Flock doesnt scan faces, only cars.

AngryData 5 hours ago | parent | next [-]

So they claim. But the footage will continue to exist if somebody or themselves decide to identify faces.

Intermernet 4 hours ago | parent | prev [-]

Flock provide more than LPRs. Check out the "Condor" cameras.

superultra 4 hours ago | parent | prev [-]

So, ends justifies the means. Got it.

I guess I’m old enough to remember when 99.9% of us on hacker news were…well, hackers. We valued privacy and freedom over surveillance and “results.”

I miss those days.

gottorf 2 hours ago | parent [-]

> We valued privacy and freedom over surveillance and “results.”

The relative value of one over the other depends on the absolute value of either. In a Mad Max scenario, very few would value the principles of privacy and freedom over the immediate need to reestablish basic order.

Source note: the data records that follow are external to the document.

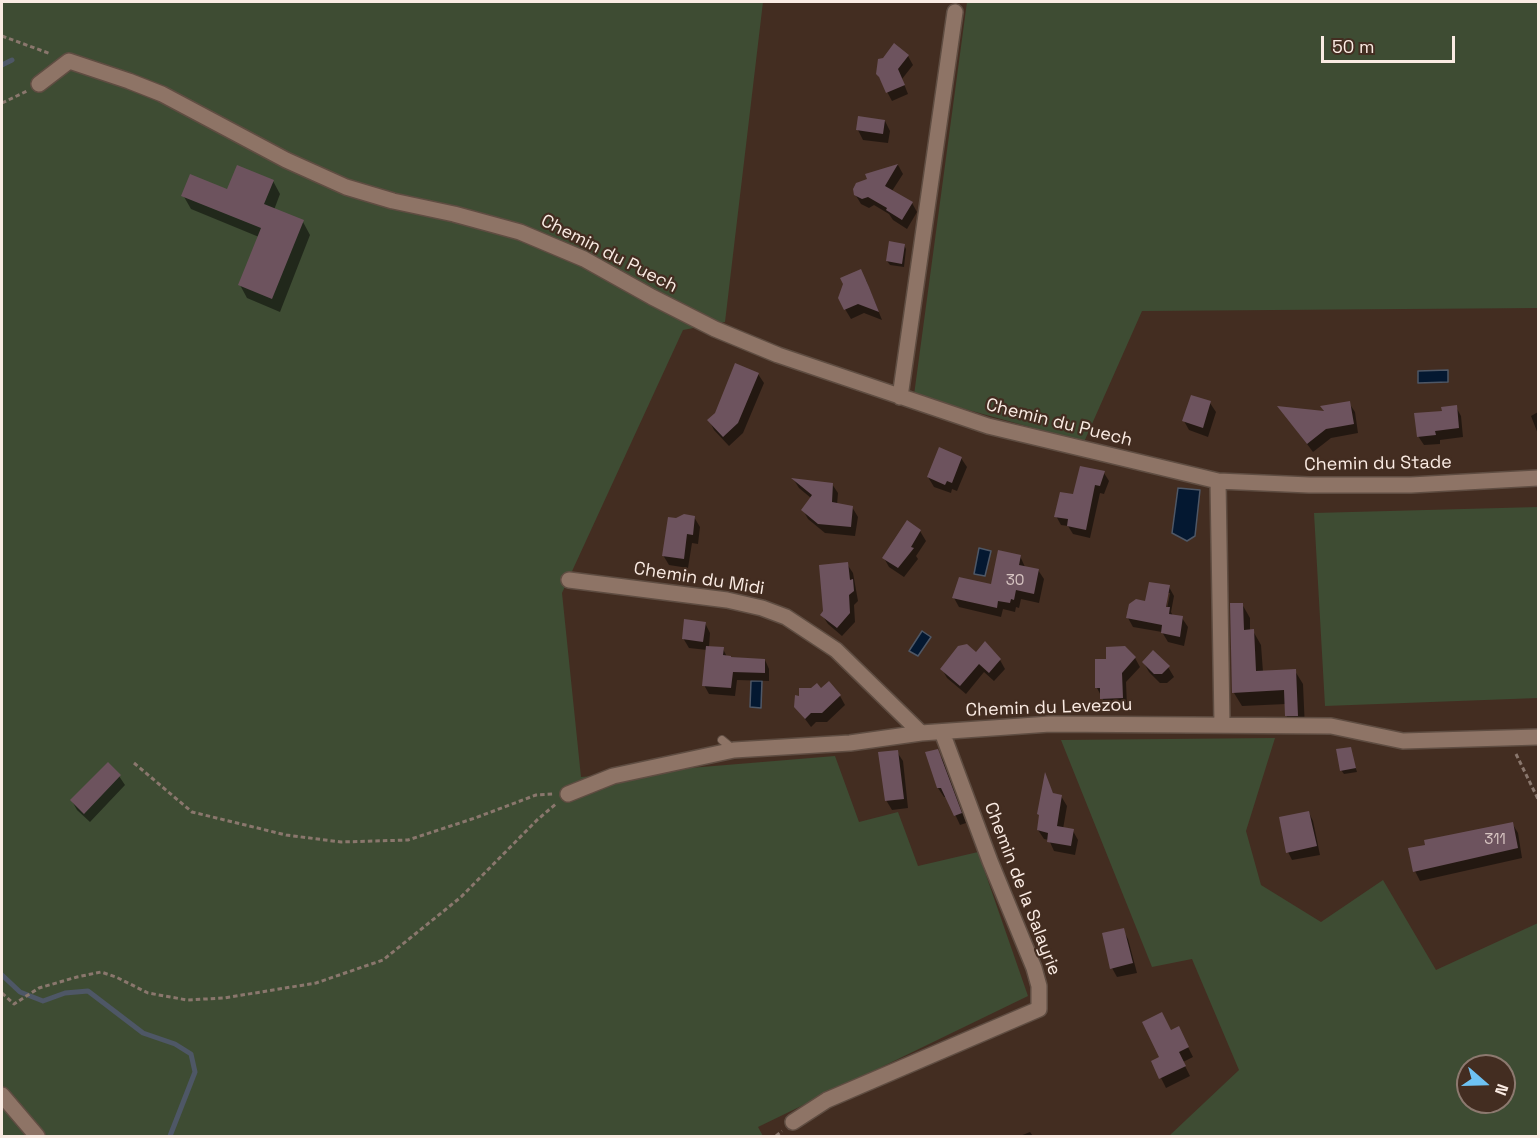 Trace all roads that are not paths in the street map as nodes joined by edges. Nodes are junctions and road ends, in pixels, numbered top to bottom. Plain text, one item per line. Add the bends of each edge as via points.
1 (955, 12) dead end
2 (39, 84) road end
3 (900, 397) junction
4 (1539, 478) edge
5 (1218, 481) junction
6 (569, 580) dead end
7 (1222, 724) junction
8 (942, 732) junction
9 (921, 733) junction
10 (1539, 737) edge
11 (568, 794) road end
12 (2, 1095) edge
13 (793, 1122) dead end
14 (35, 1134) edge

1 - 3 street
2 - 3 street, Chemin du Puech via 69,60 162,94 346,187 520,232 584,259 715,329
3 - 5 street, Chemin du Puech via 988,426
4 - 5 street, Chemin du Stade via 1411,485
5 - 7 street
6 - 9 street, Chemin du Midi via 727,600 786,617 836,650
7 - 8 street, Chemin du Levezou via 1050,724
7 - 10 street, Chemin du Levezou via 1331,726 1403,741
8 - 9 street, Chemin du Levezou
8 - 13 street, Chemin de la Salayrie via 1034,968 1039,1009 827,1101
9 - 11 street, Chemin du Levezou via 850,743 728,745 613,776
12 - 14 street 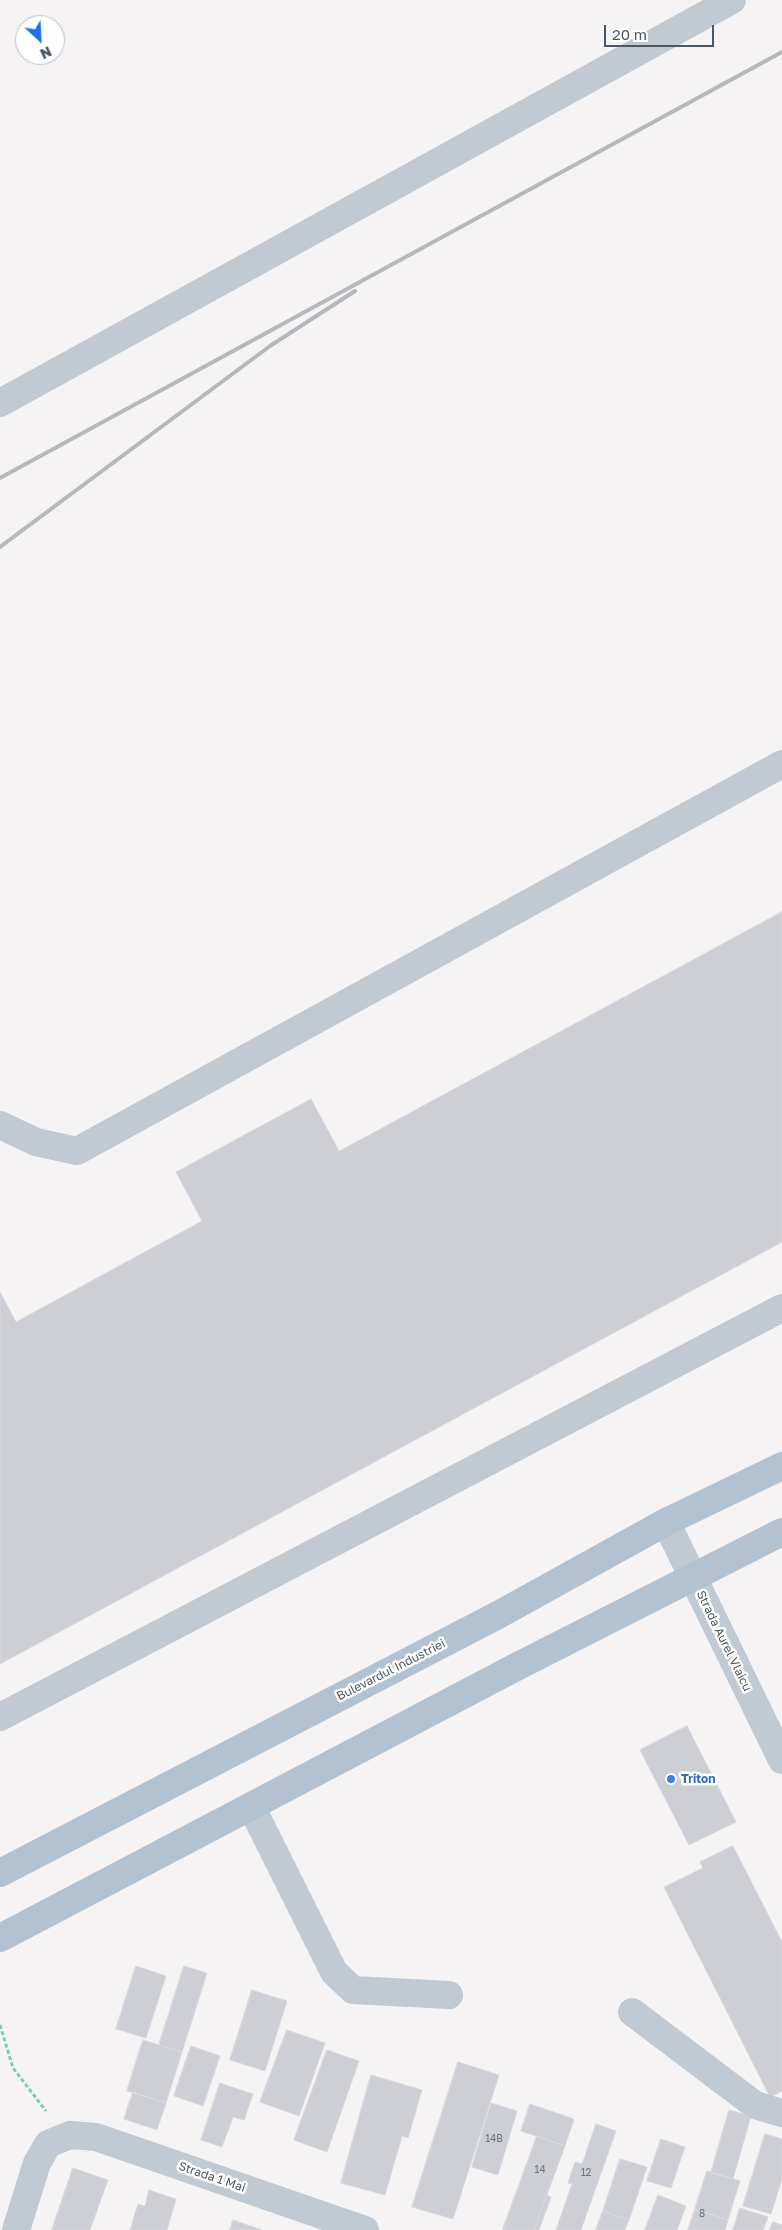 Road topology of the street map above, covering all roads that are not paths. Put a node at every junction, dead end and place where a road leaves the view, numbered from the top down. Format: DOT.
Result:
graph roads {
  1 [pos="732,0"];
  2 [pos="0,403"];
  3 [pos="782,764"];
  4 [pos="0,1125"];
  5 [pos="782,1308"];
  6 [pos="782,1466"];
  7 [pos="666,1522"];
  8 [pos="782,1532"];
  9 [pos="693,1577"];
  10 [pos="0,1717"];
  11 [pos="782,1760"];
  12 [pos="252,1806"];
  13 [pos="0,1873"];
  14 [pos="0,1938"];
  15 [pos="449,1995"];
  16 [pos="632,2012"];
  17 [pos="782,2113"];
  18 [pos="16,2230"];
  19 [pos="364,2230"];
  1 -- 2 [label="street"];
  3 -- 4 [label="street"];
  5 -- 10 [label="street"];
  6 -- 7 [label="main road, Bulevardul Industriei"];
  7 -- 9 [label="street, Strada Aurel Vlaicu"];
  7 -- 13 [label="main road, Bulevardul Industriei"];
  8 -- 9 [label="main road"];
  9 -- 11 [label="street, Strada Aurel Vlaicu"];
  9 -- 12 [label="main road"];
  12 -- 14 [label="main road"];
  12 -- 15 [label="street"];
  16 -- 17 [label="street"];
  18 -- 19 [label="street, Strada 1 Mai"];
} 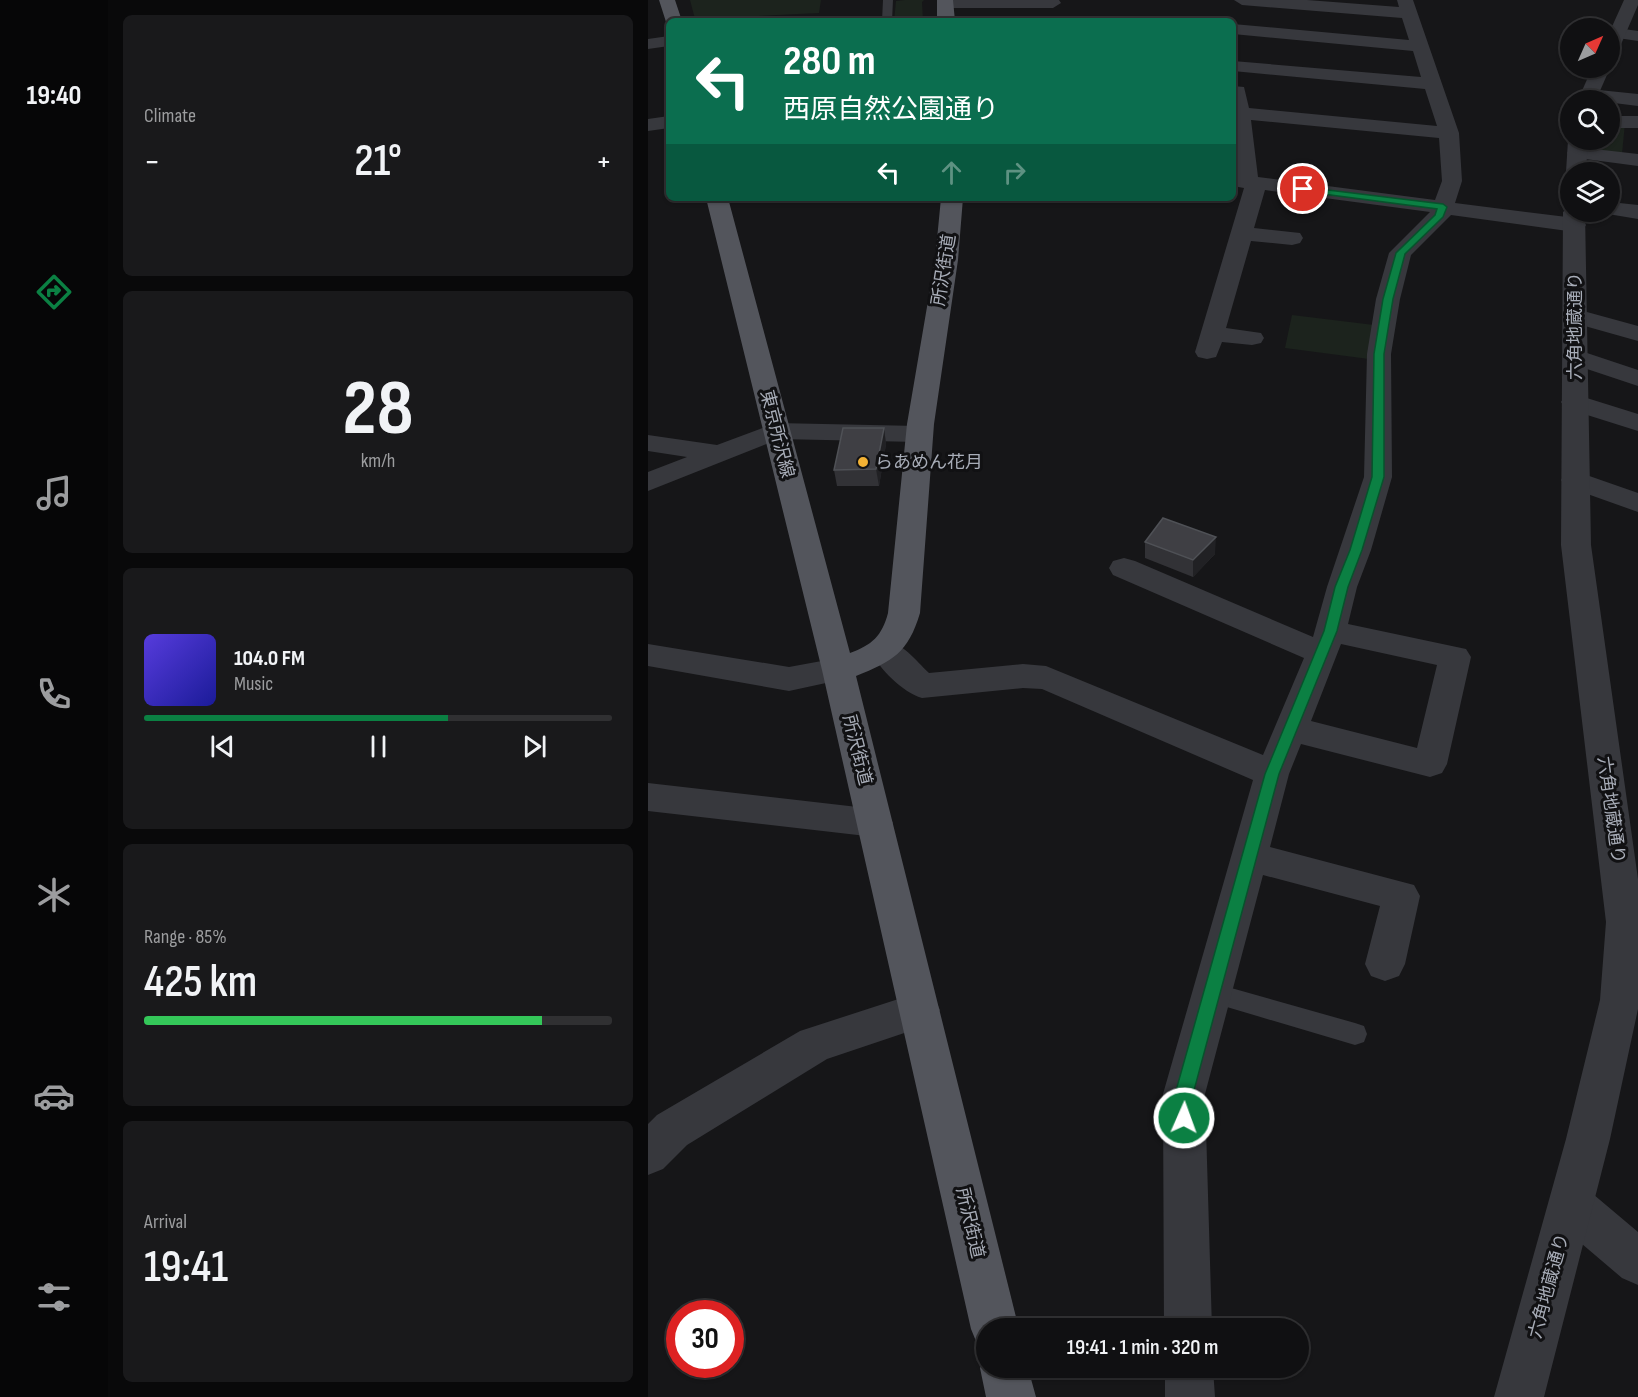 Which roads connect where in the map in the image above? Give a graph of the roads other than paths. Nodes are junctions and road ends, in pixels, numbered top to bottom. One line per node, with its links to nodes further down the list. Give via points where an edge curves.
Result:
1 (667, 0): 8 (main road)
2 (888, 0): 9 (lane)
3 (1242, 0): 6 (street)
4 (945, 2): 5 (street); 10 (main road)
5 (1053, 3)
6 (1408, 7): 17 (street)
7 (1632, 10): 12 (street)
8 (672, 18)
9 (887, 18)
10 (946, 18)
11 (1236, 29): 17 (street)
12 (1620, 30)
13 (1638, 36): 14 (street)
14 (1620, 40)
15 (666, 41): 16 (street)
16 (648, 44)
17 (1422, 46): 19 (street)
18 (1236, 66): 19 (street)
19 (1434, 84): 28 (street)
20 (1236, 91): 23 (street)
21 (1620, 99): 22 (street)
22 (1638, 100)
23 (1240, 113): 28 (street); 31 (street, via 1248,176)
24 (666, 122): 27 (street)
25 (1620, 122): 26 (street)
26 (1638, 122)
27 (648, 125)
28 (1449, 133): 34 (street, via 1452,181)
29 (1577, 155): 30 (street)
30 (1638, 160)
31 (1245, 182): 34 (street); 39 (street)
32 (718, 201): 48 (main road, 東京所沢線)
33 (952, 201): 49 (main road, 所沢街道, via 951,237)
34 (1443, 207): 37 (street); 56 (street, via 1440,216 1400,253 1379,354 1378,477)
35 (1620, 209): 36 (street)
36 (1638, 212)
37 (1560, 217)
38 (1575, 222): 41 (street, 六角地蔵通り)
39 (1242, 233): 40 (street); 43 (street, via 1210,343)
40 (1292, 238)
41 (1575, 316): 42 (street); 44 (street, 六角地蔵通り)
42 (1638, 334)
43 (1252, 338)
44 (1575, 357): 45 (street); 46 (street, 六角地蔵通り)
45 (1638, 378)
46 (1574, 402): 47 (street); 52 (street, 六角地蔵通り)
47 (1638, 423)
48 (776, 431): 49 (street); 51 (street); 59 (main road, 東京所沢線)
49 (918, 434): 57 (main road, 所沢街道, via 904,613 899,633)
50 (648, 443): 51 (street)
51 (718, 453): 53 (street)
52 (1575, 480): 54 (street); 70 (street, 六角地蔵通り, via 1576,545 1625,922 1620,1000)
53 (648, 482)
54 (1638, 503)
55 (1124, 568): 56 (street)
56 (1326, 642): 60 (street); 60 (street, via 1455,657 1430,764)
57 (886, 651): 59 (main road); 61 (street, via 922,686 1023,676 1046,678)
58 (648, 655): 59 (street, via 789,679)
59 (838, 670): 63 (main road, 所沢街道)
60 (1291, 729): 61 (street)
61 (1272, 774): 64 (street)
62 (648, 797): 63 (street)
63 (875, 823): 67 (main road, 所沢街道)
64 (1250, 856): 65 (street, via 1401,896); 66 (street)
65 (1385, 964)
66 (1210, 992): 68 (lane); 73 (street, via 1184,1094)
67 (920, 1010): 69 (street, via 815,1044 672,1130); 72 (main road, 所沢街道)
68 (1354, 1034)
69 (648, 1154)
70 (1571, 1205): 71 (street); 78 (street, 六角地蔵通り)
71 (1638, 1262)
72 (992, 1318)
73 (1188, 1318)
74 (1006, 1378): 76 (main road)
75 (1189, 1378): 77 (street)
76 (1011, 1397)
77 (1190, 1397)
78 (1519, 1397)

Take auto theft as an example. Depending on how old you are, the recent spike in auto theft is either "nothing compared to the 80s" or "entirely unacceptable in civilized society"; in select cities, the rate almost tripled in five years[0] (an incredible jump), though remaining well below the historical peak.

However, case clearance rates are at an all time low, which I'm sure furthers frustration for the victims. That is, you're statistically less likely to be a victim of auto theft today than during the historical peak, but if you are, you're statistically more likely to be SOL.

You're probably approaching this from a civil libertarian point of view, but the Constitution is not a suicide pact[1]. Members of society who collectively uphold the law also have a vested interested in the maintenance of the conditions that would further perpetuate upholding the law, i.e. law and order.